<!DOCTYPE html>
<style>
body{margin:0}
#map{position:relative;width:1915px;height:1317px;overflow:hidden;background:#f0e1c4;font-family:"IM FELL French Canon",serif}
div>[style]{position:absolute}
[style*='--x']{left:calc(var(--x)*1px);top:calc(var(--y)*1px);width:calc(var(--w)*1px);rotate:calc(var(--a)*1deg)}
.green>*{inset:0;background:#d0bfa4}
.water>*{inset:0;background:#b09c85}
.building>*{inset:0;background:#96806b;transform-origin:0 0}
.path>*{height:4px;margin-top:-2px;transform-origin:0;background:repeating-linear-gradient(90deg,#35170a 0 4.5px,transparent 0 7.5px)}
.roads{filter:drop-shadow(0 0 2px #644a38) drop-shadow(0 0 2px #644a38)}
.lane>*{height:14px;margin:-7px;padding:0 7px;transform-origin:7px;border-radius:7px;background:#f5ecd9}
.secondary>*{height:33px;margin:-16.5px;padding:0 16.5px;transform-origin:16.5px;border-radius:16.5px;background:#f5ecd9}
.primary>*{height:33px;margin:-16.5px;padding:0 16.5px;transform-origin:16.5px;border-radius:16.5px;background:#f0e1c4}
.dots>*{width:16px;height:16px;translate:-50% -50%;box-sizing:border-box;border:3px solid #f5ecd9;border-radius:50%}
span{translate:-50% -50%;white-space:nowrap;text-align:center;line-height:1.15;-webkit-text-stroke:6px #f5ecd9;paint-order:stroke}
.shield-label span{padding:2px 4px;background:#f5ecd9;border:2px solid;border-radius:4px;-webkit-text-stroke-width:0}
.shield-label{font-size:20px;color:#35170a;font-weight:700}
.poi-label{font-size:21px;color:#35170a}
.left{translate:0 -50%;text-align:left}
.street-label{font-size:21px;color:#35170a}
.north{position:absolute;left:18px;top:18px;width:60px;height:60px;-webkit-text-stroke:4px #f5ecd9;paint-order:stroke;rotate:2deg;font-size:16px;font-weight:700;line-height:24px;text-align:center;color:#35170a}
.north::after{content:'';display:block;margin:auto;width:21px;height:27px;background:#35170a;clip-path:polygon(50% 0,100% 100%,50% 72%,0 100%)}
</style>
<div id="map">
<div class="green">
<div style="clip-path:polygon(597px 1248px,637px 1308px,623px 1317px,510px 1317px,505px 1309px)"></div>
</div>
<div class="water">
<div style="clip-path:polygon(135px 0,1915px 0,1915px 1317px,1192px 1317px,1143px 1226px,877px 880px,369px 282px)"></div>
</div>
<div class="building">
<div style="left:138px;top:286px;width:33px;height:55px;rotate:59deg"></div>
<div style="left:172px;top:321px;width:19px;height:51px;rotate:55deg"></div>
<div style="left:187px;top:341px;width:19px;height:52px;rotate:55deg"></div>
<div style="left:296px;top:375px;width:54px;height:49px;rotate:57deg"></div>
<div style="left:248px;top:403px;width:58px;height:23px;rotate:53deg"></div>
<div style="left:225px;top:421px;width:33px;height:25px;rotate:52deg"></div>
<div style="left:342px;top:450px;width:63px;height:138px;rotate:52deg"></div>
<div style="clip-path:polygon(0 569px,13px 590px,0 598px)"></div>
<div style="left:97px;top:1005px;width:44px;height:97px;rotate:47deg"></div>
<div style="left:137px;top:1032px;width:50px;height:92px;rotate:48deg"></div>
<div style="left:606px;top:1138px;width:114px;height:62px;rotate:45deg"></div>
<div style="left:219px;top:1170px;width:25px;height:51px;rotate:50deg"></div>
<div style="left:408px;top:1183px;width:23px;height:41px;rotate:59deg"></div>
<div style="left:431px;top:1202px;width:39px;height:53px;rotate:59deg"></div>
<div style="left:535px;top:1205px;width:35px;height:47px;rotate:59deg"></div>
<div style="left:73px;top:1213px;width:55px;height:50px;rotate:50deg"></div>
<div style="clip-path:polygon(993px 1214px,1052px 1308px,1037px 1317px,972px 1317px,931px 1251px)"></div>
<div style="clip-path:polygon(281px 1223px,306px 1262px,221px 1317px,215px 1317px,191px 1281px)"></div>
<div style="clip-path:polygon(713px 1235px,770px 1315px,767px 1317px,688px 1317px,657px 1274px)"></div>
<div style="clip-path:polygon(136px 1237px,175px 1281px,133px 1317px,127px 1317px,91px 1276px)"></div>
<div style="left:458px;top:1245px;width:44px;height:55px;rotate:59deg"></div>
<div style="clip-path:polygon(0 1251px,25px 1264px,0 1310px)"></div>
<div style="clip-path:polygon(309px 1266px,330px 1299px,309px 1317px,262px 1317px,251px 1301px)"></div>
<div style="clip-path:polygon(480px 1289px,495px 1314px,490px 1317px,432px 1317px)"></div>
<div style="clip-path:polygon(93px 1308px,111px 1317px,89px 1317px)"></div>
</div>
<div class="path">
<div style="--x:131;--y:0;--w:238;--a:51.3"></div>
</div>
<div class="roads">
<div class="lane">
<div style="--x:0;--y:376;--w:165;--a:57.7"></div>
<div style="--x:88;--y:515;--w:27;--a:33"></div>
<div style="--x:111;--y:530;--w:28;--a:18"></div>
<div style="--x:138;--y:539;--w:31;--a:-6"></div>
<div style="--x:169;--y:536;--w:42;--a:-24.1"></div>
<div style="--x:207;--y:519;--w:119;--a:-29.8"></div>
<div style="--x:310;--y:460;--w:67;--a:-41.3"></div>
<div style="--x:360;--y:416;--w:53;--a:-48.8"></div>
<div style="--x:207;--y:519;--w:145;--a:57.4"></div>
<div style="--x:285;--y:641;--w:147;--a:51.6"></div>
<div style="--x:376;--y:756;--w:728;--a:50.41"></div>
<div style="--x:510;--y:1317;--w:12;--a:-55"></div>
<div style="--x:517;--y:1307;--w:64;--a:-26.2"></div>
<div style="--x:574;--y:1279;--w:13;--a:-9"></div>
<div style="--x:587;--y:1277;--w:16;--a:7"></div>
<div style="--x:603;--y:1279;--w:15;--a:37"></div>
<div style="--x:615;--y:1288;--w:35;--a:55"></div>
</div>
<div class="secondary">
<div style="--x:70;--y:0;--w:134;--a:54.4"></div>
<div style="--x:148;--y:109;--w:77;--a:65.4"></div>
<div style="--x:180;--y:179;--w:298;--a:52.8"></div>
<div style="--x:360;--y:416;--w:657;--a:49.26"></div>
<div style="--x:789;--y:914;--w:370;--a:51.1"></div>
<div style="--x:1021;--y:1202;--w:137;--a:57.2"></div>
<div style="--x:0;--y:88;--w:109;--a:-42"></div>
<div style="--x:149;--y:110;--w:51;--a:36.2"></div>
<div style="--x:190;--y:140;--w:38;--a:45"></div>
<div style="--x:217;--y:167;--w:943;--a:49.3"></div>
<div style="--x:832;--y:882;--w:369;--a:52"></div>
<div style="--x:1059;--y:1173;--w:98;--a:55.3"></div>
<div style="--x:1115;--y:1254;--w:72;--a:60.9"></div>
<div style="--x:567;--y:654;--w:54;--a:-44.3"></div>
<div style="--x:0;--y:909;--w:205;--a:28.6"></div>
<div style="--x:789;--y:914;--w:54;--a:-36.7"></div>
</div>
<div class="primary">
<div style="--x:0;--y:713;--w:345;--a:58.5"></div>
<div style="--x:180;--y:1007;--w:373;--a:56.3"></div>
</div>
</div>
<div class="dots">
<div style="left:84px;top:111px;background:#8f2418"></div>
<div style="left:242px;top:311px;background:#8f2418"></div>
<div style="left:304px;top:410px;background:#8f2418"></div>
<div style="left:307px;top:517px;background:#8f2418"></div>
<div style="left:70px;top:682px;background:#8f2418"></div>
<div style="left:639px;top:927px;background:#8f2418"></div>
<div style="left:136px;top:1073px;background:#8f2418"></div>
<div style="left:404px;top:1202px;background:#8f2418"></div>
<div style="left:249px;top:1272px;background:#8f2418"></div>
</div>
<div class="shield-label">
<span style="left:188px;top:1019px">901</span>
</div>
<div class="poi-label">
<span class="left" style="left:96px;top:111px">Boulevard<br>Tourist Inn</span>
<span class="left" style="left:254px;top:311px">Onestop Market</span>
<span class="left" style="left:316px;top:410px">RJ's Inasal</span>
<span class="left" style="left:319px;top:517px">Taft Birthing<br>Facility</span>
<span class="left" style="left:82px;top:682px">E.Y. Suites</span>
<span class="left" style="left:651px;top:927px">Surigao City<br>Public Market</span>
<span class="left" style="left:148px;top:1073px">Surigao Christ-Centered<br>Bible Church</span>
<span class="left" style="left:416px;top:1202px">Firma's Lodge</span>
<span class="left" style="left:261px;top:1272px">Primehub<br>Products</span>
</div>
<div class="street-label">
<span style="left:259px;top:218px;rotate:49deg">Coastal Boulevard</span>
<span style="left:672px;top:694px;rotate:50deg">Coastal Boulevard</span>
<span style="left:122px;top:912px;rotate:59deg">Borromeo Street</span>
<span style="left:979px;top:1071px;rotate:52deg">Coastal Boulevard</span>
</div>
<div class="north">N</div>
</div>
____
• Required action: Could you please copy the lines above exactly, beginning at the first and ending at the line that contains "2px #644a38) drop-shadow(0"?

• Result below:
<!DOCTYPE html>
<style>
body{margin:0}
#map{position:relative;width:1915px;height:1317px;overflow:hidden;background:#f0e1c4;font-family:"IM FELL French Canon",serif}
div>[style]{position:absolute}
[style*='--x']{left:calc(var(--x)*1px);top:calc(var(--y)*1px);width:calc(var(--w)*1px);rotate:calc(var(--a)*1deg)}
.green>*{inset:0;background:#d0bfa4}
.water>*{inset:0;background:#b09c85}
.building>*{inset:0;background:#96806b;transform-origin:0 0}
.path>*{height:4px;margin-top:-2px;transform-origin:0;background:repeating-linear-gradient(90deg,#35170a 0 4.5px,transparent 0 7.5px)}
.roads{filter:drop-shadow(0 0 2px #644a38) drop-shadow(0 0 2px #644a38)}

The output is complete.